The Camp Fire Girls at Camp Keewaydin eBook

This eBook from the Gutenberg Project consists of approximately 206 pages of information about The Camp Fire Girls at Camp Keewaydin.

The Camp Fire Girls at Camp Keewaydin eBook

This eBook from the Gutenberg Project consists of approximately 206 pages of information about The Camp Fire Girls at Camp Keewaydin.

“Oh, I could float along like this and sing forever!” breathed Hinpoha, picking out soft chords on her guitar, and looking dreamily at the evening star glowing like a jewelled lamp in the western sky.

“So could I,” replied Migwan, leaning back in the canoe with her hands clasped behind her head, and letting the light breeze ruffle the soft tendrils of hair around her temples.  “It is going to be full moon tonight,” she added.  “See, there it is, rising above the treetops.  How big and bright it is!  Can it be possible that it is only a mass of dead chalk and not a ball of burnished silver?  Gladys will enjoy that moon, she always loves it so when it is so big and round and bright.  By the way, where is Gladys?  I saw her in a canoe not long ago, but I don’t see her anywhere now.”

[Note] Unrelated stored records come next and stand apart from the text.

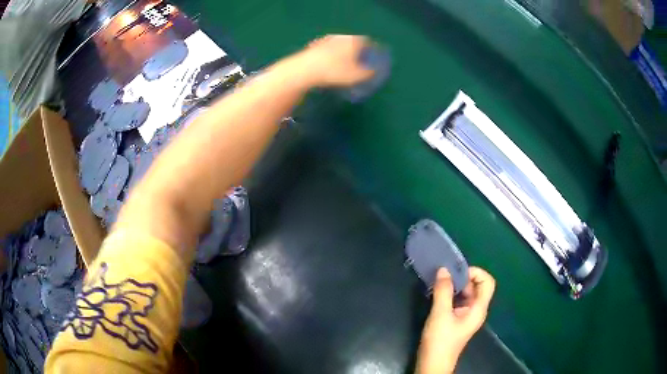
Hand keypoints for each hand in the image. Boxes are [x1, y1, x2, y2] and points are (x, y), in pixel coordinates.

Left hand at [297, 35, 376, 86]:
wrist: (304, 69)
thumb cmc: (334, 71)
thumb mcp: (356, 76)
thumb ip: (368, 72)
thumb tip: (373, 71)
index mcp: (354, 40)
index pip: (368, 42)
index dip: (372, 51)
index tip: (373, 60)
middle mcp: (341, 37)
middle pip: (353, 43)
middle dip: (358, 52)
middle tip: (360, 63)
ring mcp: (326, 40)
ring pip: (339, 45)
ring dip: (343, 53)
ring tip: (344, 65)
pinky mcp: (314, 46)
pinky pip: (328, 50)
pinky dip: (331, 56)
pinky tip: (329, 66)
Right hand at [416, 267, 495, 373]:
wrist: (432, 363)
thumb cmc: (440, 341)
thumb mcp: (440, 314)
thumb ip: (443, 291)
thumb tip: (444, 269)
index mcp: (478, 309)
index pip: (487, 282)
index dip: (476, 273)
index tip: (457, 271)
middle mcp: (476, 310)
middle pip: (477, 286)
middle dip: (463, 277)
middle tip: (445, 274)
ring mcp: (466, 315)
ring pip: (467, 293)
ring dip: (455, 285)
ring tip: (440, 281)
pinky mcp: (457, 319)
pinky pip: (458, 300)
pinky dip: (451, 293)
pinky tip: (438, 292)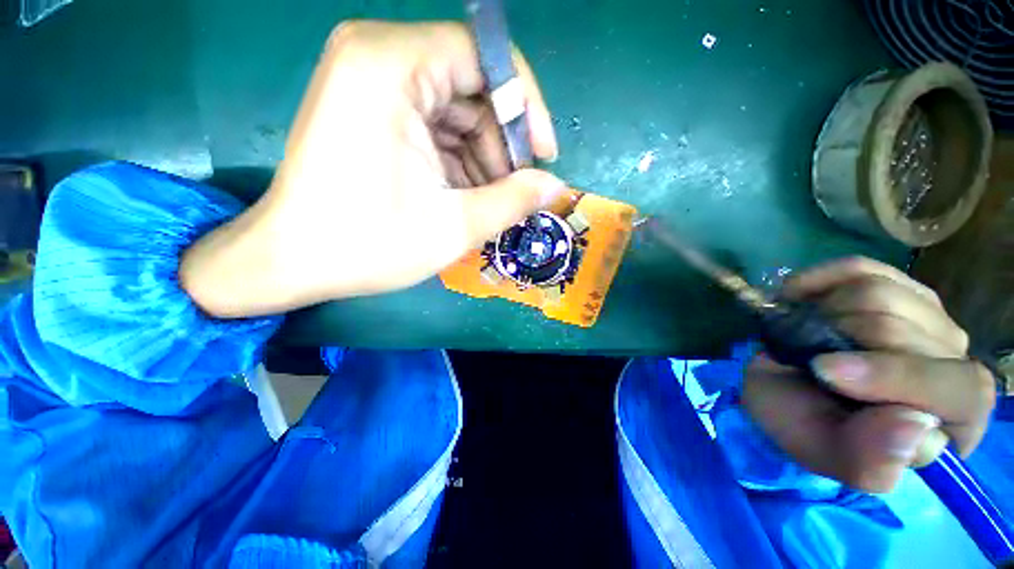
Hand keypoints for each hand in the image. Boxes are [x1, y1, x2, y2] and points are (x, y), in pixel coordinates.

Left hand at [181, 21, 563, 316]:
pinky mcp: (370, 109)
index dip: (525, 105)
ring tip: (488, 202)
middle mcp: (378, 57)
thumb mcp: (453, 227)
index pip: (486, 57)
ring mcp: (370, 81)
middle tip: (514, 191)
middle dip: (501, 143)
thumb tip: (556, 185)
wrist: (292, 260)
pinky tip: (462, 195)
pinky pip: (434, 124)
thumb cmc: (366, 245)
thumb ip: (513, 202)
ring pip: (456, 110)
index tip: (543, 156)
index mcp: (391, 65)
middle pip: (471, 86)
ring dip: (481, 157)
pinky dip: (457, 159)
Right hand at [742, 257, 995, 492]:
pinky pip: (858, 267)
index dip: (897, 376)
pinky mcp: (892, 286)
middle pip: (908, 332)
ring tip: (804, 335)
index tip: (824, 370)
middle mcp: (954, 364)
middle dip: (839, 343)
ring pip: (881, 293)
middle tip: (804, 358)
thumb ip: (871, 462)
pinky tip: (798, 297)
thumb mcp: (827, 453)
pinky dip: (817, 280)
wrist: (780, 388)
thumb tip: (915, 426)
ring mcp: (927, 317)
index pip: (962, 390)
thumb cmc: (805, 424)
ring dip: (823, 314)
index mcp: (952, 422)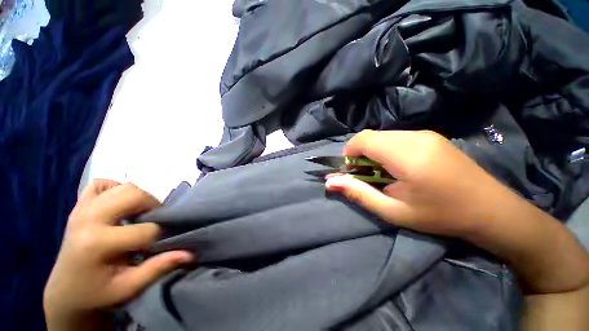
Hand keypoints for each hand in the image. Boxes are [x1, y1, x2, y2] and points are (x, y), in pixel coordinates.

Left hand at [44, 180, 193, 330]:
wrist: (65, 291)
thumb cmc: (97, 293)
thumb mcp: (128, 288)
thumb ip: (158, 268)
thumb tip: (190, 253)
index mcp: (96, 243)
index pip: (145, 229)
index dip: (160, 236)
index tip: (159, 245)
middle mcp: (87, 219)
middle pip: (134, 195)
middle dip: (153, 206)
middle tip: (155, 221)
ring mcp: (81, 209)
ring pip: (122, 186)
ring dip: (139, 197)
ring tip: (140, 214)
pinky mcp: (78, 206)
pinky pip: (100, 183)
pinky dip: (115, 187)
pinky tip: (119, 204)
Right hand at [325, 130, 507, 237]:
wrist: (490, 209)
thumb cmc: (440, 215)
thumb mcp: (393, 211)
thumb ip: (358, 193)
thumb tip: (329, 182)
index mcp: (406, 156)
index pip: (363, 139)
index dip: (349, 153)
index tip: (352, 170)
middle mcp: (415, 137)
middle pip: (370, 136)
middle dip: (360, 153)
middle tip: (367, 175)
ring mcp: (425, 134)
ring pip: (382, 136)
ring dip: (373, 152)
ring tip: (384, 173)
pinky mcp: (430, 135)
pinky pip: (395, 137)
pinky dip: (386, 149)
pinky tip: (399, 167)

“I don’t know where she is,” replied Hinpoha, glancing idly around at the various craft and then letting her eyes rest upon the moon again.

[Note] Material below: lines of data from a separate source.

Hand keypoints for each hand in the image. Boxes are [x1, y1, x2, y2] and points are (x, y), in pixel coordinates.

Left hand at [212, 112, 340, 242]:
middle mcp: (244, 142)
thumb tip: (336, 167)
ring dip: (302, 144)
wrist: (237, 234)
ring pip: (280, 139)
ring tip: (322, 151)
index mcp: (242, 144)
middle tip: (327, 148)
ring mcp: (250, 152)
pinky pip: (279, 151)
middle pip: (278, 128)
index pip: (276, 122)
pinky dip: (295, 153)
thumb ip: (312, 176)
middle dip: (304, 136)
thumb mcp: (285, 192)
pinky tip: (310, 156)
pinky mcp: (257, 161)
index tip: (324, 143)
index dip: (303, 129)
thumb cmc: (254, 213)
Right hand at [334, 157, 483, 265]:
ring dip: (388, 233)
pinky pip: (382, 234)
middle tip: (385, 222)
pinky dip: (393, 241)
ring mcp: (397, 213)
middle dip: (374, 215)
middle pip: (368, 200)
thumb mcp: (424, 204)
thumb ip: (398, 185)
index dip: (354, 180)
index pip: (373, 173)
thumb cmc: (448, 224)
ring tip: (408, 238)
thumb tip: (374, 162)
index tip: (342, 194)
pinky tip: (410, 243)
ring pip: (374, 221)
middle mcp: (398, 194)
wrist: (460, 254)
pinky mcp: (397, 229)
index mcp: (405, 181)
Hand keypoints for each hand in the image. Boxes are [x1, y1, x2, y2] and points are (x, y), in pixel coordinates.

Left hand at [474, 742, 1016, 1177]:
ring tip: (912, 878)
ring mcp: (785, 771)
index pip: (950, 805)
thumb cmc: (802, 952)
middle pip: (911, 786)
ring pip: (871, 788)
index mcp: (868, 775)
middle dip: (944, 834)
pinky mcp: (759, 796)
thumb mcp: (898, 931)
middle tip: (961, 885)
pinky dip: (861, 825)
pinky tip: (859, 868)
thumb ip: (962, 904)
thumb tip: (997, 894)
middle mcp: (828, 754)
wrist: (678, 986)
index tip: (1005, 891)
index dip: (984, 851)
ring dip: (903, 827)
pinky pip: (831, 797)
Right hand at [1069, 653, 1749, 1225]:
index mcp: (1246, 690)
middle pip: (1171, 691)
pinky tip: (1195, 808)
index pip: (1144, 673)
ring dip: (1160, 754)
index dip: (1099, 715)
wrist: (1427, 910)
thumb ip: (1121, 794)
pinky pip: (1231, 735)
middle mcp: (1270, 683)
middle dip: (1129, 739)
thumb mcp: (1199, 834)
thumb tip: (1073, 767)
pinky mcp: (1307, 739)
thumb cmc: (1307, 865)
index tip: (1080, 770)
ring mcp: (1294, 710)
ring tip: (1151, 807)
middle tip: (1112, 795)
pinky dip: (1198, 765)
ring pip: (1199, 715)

The little fleet had rounded an island and turned back upstream, now traveling in the silver moon-path, now gliding through velvety black shadows, and was approaching a long, low ledge of rock that jutted out into the water just beyond the big bend in the river.  A sudden exclamation of “Ah-h!” drew everybody’s attention to the rock, and there a wondrous spectacle presented itself—­a white robed figure dancing in the moonlight as lighty as a bit of seafoam, her filmy draperies fluttering in the wind, her long yellow hair twined with lillies.

“Who is it?” several voices cried in wonder, and the paddlers stopped spellbound with their paddles poised in air.

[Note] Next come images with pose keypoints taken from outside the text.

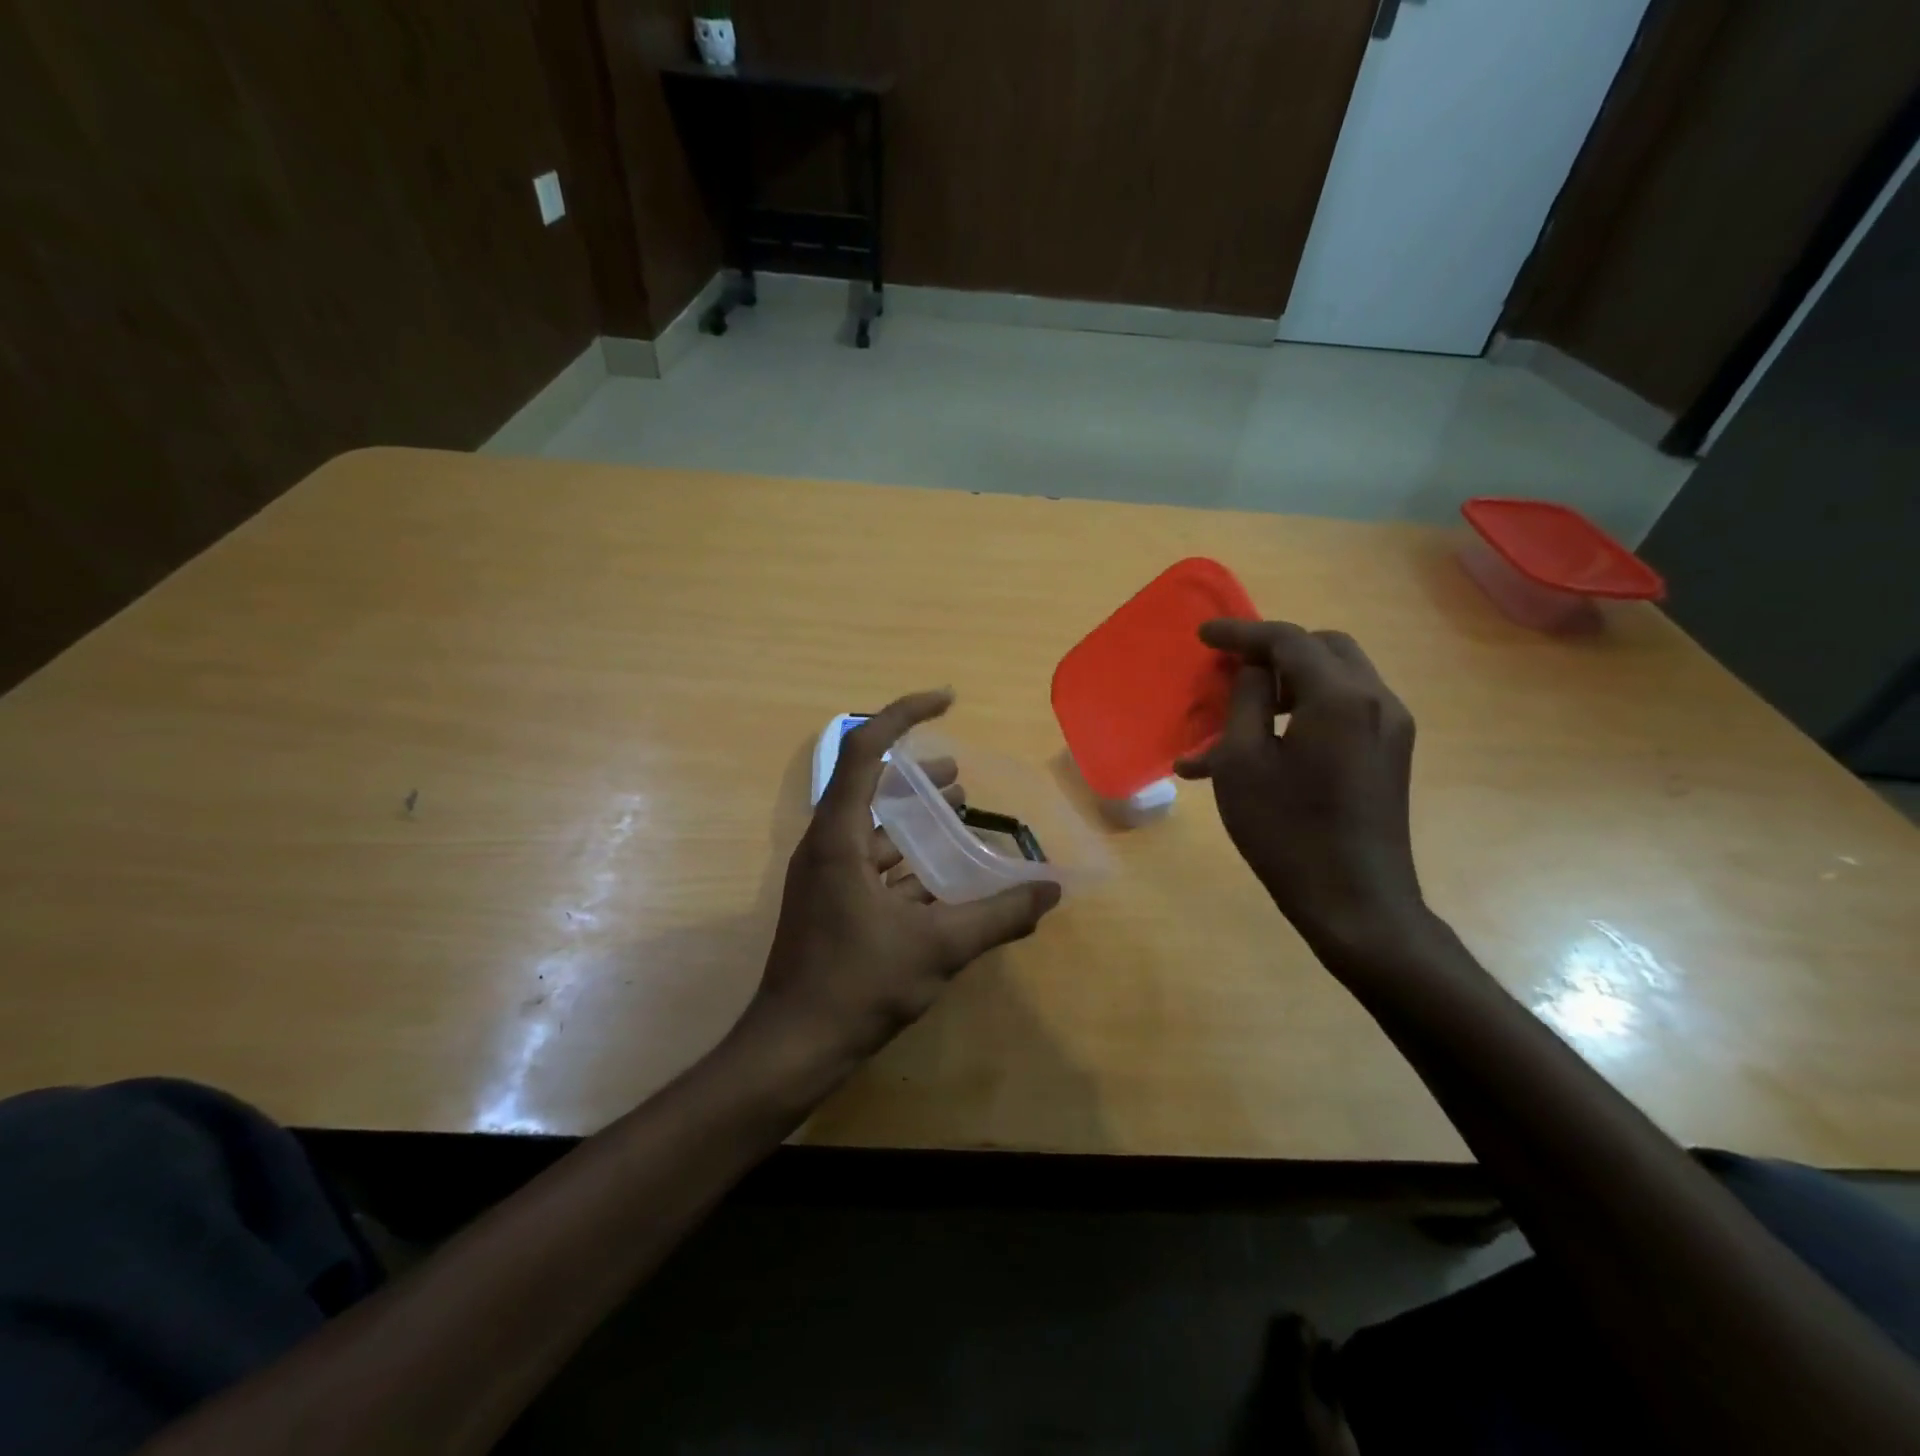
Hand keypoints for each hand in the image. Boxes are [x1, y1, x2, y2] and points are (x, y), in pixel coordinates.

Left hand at [743, 691, 1061, 1068]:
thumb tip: (1051, 892)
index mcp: (839, 836)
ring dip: (914, 818)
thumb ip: (998, 916)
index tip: (947, 700)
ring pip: (873, 829)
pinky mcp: (831, 906)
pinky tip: (943, 877)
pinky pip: (872, 865)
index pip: (865, 748)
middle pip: (869, 784)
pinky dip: (908, 860)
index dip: (904, 714)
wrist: (793, 1048)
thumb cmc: (857, 986)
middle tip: (960, 774)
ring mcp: (825, 878)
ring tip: (959, 813)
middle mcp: (826, 846)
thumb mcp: (938, 948)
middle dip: (916, 772)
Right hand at [1175, 622, 1422, 952]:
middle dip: (1274, 651)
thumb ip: (1245, 700)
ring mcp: (1391, 728)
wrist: (1355, 903)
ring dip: (1288, 682)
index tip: (1203, 635)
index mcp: (1339, 697)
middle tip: (1232, 672)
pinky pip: (1346, 709)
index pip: (1288, 640)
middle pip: (1323, 648)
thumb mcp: (1242, 762)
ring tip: (1241, 718)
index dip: (1242, 632)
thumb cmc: (1286, 832)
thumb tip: (1253, 668)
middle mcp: (1376, 700)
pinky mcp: (1391, 754)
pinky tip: (1270, 746)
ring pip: (1337, 677)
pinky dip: (1307, 708)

“Gladys!” exclaimed Migwan.  “I thought she was planning a surprise, she and Agony were whispering together this afternoon.  Isn’t she wonderful, though!” Migwan’s voice rang with pride in her beloved friend’s accomplishment.  “Too bad Miss Amesbury isn’t here to see it.”

The dancer on the rock dipped and swayed and whirled in a mad measure, finally disappearing into the shadow of a towering cliff, from whence she emerged a few moments later, once more in the canoe with Agony, and changed back from a water nymph into a Camp Keewaydin girl in middy and bloomers.

“It was Agony’s idea,” she explained simply, in response to the storm of applause that greeted her reappearance among the girls.  “She thought of it this afternoon when the word went around that we were going to have supper on the water.”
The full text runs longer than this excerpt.